This project describes the data cleaning, validation and bias analysis that was undertaken for Low Cost Sensor data in Kigali. This data was used to correct bias in NASA's GEOS-CF Air Quality Global Forecast outputs to generate station level, bias corrected forecasts. The data was extracted from The Rwanda Environemtal Management Authorities Air quality data management system.
Low Cost Sensor Data is from Mt.Kigali, Kimihurura, Gikomero and Gacuriro. The reference Grade data is from Gitega site.
- Time Stamp - This is the period of data collected. We have one year of data from 5 sites in Kigali.
- O3- Ozone Gaseous values in ppbv
- PM25- Fine particulate Matter with a diameter of less than <2.5> ug/m3
- CO - Carbon Monoxide in ppbv
- PM10- Particulate Matter with a diameter less than <10> ug/m3
Location | Type of Equipment | Timeline | Parameters | Calibration Status |
---|---|---|---|---|
Mt.Kigali | Low Cost Sensors | 1st July 2021 0000hrs - 30th June 2022 2300hrs. | O3,PM25,CO,PM10 | Calibrated |
Kimihurura | Low Cost Sensors | 1st July 2021 0000hrs - 30th June 2022 2300hrs. | O3,PM25,CO,PM10 | Calibrated |
Gacuriro | Low Cost Sensors | 1st July 2021 0000hrs - 31st July 2022 2300hrs. | O3,PM25,CO,PM10 | Calibrated |
Gikomero | Low Cost Sensors | 1st July 2021 0000hrs - 30th June 2022 2300hrs. | O3,PM25,CO,PM10 | Calibrated |
Gitega | Reference Grade Monitor | 1st July 2021 0000hrs - 30th June 2022 1200hrs. | O3,PM25,CO,PM10 | Calibrated |
Air Quality data generation has grown rapidly with demand for monitoring data emanating from governments,research organizations, Citizen scientist, the media etc.The cost of deploying reference grade montors has limited investments into air quality data generation. Recent investments in Low Cost Sensors has stired a rapid uptake of air quality data in varying institutions and governments in the need to expand the data networks and spatial coverage in monitoring. This however comes at a cost of noisy data from Low Cost Sensors. Data generated from Low Cost Sensors requires a higher degree of scruitiny due to the greater uncertainity expected. The Development of a QA/QC protocol is therefore paramount to generate "Data of Known Quality/Conformance". The same criteria of determining conformance, depending on the area of application was applied to LCS used for GEOS-CF bias correction.

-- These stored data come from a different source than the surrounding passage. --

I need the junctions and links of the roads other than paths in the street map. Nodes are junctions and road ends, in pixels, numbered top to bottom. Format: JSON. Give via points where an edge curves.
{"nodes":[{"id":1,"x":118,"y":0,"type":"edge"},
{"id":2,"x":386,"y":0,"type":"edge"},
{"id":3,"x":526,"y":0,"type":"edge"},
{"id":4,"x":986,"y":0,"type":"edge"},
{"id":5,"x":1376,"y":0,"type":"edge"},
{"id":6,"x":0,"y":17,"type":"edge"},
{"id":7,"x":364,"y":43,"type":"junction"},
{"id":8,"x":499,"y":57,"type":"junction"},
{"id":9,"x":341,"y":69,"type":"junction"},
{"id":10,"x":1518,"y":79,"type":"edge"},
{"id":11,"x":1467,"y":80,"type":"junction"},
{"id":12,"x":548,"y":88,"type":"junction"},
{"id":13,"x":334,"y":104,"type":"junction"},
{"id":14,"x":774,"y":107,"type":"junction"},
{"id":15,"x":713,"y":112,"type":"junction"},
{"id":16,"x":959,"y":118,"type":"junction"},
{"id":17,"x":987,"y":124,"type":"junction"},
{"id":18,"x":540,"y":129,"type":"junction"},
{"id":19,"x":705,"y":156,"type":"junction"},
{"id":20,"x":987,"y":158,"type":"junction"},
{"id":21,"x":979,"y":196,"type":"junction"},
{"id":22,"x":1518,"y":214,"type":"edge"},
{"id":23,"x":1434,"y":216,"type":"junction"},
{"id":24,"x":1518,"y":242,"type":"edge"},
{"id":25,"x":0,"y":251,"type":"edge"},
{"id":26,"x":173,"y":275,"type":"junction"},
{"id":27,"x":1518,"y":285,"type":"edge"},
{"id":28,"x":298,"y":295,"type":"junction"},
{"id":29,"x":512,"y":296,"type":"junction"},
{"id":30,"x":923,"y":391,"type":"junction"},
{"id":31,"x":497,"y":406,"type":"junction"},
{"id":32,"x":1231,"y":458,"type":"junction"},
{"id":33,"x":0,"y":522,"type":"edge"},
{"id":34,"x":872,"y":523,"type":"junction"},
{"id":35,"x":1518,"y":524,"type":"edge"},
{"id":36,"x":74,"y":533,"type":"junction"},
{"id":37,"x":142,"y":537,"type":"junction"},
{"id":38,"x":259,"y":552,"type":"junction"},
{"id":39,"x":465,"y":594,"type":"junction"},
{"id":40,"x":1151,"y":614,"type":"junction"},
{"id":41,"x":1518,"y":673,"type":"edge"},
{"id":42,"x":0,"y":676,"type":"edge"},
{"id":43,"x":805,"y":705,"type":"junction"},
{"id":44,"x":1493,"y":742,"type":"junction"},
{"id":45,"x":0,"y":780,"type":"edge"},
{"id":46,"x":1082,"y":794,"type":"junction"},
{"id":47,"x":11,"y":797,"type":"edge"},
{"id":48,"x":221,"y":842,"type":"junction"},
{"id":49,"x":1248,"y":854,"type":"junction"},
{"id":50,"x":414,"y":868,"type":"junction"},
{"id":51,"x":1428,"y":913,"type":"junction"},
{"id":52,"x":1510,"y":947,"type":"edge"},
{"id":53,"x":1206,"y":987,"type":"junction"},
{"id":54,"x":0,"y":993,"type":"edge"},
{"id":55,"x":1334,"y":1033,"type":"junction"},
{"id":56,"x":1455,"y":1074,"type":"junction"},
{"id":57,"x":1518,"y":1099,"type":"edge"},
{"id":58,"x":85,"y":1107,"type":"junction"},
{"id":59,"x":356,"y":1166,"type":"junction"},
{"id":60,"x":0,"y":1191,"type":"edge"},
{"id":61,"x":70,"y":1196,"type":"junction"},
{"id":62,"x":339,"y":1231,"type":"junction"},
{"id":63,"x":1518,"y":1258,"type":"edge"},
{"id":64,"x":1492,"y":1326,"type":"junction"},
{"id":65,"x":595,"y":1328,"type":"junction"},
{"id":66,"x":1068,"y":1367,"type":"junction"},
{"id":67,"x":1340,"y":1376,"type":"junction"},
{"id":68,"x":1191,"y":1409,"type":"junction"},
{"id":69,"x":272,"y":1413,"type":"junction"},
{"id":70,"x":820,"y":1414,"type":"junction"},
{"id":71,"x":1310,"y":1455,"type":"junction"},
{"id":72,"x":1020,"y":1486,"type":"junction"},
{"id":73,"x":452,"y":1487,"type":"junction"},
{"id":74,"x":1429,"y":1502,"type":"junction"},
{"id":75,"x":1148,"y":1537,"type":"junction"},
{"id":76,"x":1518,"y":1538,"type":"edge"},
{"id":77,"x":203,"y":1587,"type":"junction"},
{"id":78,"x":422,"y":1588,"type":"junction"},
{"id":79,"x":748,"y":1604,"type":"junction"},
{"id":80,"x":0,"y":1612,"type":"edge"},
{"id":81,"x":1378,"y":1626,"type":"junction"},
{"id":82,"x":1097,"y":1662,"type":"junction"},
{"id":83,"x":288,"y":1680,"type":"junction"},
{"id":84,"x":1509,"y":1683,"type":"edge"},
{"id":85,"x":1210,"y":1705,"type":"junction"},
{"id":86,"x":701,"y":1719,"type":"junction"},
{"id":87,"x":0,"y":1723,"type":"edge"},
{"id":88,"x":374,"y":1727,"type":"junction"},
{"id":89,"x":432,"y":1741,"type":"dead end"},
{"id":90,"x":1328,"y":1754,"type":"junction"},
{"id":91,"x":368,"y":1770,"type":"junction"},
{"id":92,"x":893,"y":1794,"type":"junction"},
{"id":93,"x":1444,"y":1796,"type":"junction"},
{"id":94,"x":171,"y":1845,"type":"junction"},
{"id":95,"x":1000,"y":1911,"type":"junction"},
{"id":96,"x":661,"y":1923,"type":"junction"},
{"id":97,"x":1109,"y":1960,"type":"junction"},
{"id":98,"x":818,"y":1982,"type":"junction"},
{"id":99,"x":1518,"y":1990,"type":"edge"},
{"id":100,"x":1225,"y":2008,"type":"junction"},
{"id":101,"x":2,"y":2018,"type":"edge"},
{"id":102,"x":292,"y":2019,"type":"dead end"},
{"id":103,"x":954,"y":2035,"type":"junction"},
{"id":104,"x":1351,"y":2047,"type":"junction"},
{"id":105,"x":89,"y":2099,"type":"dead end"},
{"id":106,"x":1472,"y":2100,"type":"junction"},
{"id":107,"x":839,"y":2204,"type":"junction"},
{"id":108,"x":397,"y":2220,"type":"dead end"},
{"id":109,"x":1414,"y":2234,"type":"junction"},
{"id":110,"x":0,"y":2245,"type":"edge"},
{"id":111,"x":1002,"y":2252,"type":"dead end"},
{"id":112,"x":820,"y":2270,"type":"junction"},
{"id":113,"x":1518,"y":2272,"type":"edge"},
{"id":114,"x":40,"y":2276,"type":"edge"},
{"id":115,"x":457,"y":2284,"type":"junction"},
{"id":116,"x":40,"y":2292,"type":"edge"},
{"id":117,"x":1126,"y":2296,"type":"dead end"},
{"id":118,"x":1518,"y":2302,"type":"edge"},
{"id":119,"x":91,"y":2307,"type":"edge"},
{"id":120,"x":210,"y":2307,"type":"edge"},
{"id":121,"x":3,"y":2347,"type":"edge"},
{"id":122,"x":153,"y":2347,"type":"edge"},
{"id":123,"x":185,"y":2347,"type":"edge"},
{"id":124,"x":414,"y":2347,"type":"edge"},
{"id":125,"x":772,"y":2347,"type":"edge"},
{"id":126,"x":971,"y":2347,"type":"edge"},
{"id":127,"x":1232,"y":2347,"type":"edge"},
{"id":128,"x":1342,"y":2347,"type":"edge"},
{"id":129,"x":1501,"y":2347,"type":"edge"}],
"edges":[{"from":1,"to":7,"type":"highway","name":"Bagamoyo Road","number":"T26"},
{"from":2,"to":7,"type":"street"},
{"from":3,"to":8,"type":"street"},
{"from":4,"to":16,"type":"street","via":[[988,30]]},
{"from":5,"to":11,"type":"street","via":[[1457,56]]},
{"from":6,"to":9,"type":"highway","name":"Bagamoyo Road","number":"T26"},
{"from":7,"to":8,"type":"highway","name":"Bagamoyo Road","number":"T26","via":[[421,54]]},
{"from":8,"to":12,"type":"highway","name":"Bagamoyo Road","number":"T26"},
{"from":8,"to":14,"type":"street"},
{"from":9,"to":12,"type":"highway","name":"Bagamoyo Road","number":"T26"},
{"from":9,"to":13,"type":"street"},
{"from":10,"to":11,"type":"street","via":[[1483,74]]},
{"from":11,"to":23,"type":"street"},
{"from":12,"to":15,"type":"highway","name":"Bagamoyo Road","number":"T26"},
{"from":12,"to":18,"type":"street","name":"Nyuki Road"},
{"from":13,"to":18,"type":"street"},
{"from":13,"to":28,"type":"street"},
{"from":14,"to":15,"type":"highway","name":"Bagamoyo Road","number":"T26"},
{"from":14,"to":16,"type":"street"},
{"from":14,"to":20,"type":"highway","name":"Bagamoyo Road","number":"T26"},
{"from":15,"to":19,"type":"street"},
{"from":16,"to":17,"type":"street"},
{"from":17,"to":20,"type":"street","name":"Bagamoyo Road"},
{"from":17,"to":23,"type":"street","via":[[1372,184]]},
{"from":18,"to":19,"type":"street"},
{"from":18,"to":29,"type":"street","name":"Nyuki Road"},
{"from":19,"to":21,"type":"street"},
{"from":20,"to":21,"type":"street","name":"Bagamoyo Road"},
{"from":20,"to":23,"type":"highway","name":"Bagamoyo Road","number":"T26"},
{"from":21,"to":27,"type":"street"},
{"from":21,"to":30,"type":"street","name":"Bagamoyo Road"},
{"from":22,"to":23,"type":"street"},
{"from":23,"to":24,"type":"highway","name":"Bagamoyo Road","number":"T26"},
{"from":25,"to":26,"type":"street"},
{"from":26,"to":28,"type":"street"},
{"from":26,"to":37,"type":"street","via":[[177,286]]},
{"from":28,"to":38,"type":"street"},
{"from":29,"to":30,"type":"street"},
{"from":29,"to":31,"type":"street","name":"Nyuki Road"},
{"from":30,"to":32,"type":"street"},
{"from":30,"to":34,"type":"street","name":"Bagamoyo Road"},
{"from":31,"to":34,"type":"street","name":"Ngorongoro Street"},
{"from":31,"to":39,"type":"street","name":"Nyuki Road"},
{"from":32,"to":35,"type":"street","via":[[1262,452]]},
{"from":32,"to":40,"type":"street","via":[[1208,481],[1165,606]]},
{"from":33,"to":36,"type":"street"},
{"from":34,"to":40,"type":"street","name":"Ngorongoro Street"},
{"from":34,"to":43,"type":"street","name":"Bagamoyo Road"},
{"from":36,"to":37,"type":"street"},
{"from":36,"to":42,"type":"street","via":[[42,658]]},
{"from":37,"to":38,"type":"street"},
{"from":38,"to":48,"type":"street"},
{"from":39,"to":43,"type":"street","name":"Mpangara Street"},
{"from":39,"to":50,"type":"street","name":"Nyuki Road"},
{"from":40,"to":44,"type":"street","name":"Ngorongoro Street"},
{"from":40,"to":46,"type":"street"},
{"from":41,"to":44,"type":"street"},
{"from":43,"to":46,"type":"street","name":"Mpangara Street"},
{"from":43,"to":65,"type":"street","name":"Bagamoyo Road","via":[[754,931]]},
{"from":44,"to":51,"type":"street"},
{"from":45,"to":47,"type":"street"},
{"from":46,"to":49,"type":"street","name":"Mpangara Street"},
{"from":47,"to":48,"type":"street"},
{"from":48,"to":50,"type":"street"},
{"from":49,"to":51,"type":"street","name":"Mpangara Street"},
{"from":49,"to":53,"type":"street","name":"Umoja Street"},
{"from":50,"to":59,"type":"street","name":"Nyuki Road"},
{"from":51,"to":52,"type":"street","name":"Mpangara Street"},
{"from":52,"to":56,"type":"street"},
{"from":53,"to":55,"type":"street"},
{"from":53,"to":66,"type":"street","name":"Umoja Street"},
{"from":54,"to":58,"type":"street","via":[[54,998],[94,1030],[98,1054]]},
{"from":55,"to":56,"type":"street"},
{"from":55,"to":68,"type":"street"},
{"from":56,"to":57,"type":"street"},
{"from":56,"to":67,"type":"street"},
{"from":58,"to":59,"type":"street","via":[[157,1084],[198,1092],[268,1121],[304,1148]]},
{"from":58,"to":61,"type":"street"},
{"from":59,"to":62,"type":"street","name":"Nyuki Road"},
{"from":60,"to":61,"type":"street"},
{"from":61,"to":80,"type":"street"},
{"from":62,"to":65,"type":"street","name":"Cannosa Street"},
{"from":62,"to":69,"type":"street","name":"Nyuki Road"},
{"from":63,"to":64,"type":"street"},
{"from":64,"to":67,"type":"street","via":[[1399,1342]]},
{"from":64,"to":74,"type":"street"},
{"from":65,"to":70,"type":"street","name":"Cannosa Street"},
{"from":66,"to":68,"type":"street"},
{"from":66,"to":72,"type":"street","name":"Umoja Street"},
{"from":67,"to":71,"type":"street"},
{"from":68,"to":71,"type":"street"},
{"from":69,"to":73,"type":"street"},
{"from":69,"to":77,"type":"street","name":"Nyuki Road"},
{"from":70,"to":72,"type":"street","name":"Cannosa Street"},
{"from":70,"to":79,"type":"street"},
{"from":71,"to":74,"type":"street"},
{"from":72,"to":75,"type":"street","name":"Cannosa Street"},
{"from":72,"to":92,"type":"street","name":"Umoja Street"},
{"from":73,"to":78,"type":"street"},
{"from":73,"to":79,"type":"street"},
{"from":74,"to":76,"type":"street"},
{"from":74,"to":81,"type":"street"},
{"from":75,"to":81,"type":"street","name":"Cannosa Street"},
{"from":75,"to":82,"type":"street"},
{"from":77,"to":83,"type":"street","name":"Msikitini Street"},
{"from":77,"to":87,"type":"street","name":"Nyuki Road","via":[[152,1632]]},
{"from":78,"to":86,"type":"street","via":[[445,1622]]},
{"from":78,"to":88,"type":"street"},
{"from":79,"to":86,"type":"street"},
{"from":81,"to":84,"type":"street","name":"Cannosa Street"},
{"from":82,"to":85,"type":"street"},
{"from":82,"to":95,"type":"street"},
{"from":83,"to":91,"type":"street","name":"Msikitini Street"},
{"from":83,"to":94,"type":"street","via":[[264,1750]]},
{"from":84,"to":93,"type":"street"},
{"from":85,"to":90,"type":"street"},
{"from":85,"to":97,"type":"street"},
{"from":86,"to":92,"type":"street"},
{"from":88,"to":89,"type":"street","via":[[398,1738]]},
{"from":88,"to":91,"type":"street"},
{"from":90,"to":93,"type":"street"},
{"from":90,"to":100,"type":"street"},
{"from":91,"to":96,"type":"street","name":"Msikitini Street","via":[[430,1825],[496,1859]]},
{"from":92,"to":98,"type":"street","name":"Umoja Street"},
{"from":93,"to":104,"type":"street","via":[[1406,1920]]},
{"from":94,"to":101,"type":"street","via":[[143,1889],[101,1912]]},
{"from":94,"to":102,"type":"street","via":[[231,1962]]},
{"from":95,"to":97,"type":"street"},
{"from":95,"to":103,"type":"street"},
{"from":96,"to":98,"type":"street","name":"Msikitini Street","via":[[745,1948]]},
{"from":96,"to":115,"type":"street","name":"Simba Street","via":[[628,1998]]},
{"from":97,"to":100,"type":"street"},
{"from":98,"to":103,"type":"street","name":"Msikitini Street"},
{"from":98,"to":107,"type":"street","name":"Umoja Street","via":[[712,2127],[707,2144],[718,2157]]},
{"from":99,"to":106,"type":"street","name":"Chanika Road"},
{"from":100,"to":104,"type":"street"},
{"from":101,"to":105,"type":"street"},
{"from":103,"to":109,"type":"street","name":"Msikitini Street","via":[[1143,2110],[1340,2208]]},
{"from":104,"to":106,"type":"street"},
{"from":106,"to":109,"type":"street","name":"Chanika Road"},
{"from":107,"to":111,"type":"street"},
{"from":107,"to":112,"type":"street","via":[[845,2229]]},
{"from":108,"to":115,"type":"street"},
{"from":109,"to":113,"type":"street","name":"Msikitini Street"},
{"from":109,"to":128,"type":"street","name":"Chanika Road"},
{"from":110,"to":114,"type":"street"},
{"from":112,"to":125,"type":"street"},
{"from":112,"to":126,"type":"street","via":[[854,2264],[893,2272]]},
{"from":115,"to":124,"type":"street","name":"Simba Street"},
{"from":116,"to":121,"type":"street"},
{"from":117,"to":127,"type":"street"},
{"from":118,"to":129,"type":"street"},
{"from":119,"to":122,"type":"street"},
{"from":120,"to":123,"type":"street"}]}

- Representativeness- qualitative measurement that describes how well the field data characterizes the area of concern, the expected outputs eg. Time stamps, Site Naming, Coordinates etc. Data from Reference Grade colocated with the Sensors was analyzed to assess deviation and instances of spike data (outliers).
- Accuracy - the agreement between an observed value and an accepted reference or true value. The report can be seen in the Link attached.
- Precision - we assessed the closeness of agreement, or degree of dispersion, between the series of measurements to detect outliers and correlation of parameters in variation throughout the year, despite the heterogeinity in environmental conditions.
- Completeness - quantitative measure that is used to evaluate how many valid data were obtained in comparison to the amount that was planned. We budgeted for one year of full data from each site.
Data was merged into a single dataframe for analysis.We had only 0.33% of missing values for the CO paramter which could be attributed to the values from Gitega station. This is fit for analysis as such an margin is unlikely to cause changes in the variation of the data in the entire dataset.
- This site has constant values for PM10 and PM2.5 indicative of equipment failure or single value logging in the month of May 2022 to Mid- July 2022.
- An instance of an outlier spike in Ozone concentration was detected in May 2022.
- An anomaly characterized by a drop and immediate spike level of CO was detetected in May to July. This could be attributed to outlier values within the hourly logs or a sudden pollution activity at around the same time.
- Irregular patterns,characterized by graphs ehich discrete patterns, unlike what is expected of continous values. The partpetual pattern seems to be in all pollutant values. Indicating instances of equioment failure, iregular logs and errors in numeical conversions.
- PM10 concentration has a steady variation abd a singkle spike event in June 2022. The outlier values peak from <100 ugm3 to > 600 ug/m3. This is indicative of a single pollution event or error in the value log.
- From a steady pattern of CO concentration, there is an instance of a sudden drop in June 2022.